EXERCISE AIM:
If a line in the entries below includes the string "dead", copy it out.

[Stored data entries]
= = =
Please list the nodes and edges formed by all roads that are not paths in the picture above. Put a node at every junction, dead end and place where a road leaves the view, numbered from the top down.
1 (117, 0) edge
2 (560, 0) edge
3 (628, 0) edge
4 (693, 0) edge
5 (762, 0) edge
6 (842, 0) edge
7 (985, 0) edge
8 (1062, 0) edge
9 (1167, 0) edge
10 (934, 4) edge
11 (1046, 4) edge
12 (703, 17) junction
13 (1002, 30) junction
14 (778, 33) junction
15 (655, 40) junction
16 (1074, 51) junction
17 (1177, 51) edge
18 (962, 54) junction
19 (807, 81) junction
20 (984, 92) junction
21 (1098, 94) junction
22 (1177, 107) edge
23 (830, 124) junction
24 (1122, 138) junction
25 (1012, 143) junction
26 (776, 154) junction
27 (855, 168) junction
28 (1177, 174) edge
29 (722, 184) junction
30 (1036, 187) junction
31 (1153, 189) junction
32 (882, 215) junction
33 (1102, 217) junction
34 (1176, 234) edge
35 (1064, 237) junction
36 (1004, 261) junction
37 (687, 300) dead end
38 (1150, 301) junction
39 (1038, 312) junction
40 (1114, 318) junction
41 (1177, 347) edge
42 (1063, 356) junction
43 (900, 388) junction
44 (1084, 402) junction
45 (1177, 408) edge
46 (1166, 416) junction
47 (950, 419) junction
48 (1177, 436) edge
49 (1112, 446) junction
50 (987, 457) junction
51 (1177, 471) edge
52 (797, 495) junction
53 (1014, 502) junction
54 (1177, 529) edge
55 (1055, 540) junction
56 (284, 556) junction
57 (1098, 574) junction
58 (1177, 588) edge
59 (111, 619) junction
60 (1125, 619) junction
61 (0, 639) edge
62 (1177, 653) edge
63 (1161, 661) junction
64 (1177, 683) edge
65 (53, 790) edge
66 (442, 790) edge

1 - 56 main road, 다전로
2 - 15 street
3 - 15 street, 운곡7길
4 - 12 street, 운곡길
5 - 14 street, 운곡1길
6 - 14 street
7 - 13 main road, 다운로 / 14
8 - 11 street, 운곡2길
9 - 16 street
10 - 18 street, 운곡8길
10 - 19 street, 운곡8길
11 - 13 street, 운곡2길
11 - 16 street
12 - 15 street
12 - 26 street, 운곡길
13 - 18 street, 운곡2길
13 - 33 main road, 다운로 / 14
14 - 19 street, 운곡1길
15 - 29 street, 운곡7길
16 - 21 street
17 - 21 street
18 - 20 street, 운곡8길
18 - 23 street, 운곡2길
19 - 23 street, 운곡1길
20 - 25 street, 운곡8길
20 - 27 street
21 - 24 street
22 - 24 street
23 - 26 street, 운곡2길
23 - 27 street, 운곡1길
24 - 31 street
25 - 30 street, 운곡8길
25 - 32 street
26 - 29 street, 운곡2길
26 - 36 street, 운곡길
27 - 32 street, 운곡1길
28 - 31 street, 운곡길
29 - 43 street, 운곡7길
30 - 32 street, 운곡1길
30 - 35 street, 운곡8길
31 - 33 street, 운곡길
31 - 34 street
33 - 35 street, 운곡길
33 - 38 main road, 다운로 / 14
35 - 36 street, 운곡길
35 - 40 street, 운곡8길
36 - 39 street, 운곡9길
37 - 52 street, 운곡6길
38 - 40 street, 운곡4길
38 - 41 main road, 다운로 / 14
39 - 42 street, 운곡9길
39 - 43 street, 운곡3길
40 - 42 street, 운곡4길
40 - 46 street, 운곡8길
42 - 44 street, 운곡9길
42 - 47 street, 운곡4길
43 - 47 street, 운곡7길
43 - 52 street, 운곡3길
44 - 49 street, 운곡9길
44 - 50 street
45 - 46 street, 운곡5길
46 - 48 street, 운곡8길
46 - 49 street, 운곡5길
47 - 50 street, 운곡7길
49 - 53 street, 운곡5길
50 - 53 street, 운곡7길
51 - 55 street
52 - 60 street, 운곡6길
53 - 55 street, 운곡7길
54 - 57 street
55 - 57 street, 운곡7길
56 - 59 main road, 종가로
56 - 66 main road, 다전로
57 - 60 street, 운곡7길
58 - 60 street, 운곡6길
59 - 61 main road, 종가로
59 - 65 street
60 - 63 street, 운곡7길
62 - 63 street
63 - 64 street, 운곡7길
= = =
EXERCISE SOLUTION:
Please list the nodes and edges formed by all roads that are not paths in the picture above. Put a node at every junction, dead end and place where a road leaves the view, numbered from the top down.
37 (687, 300) dead end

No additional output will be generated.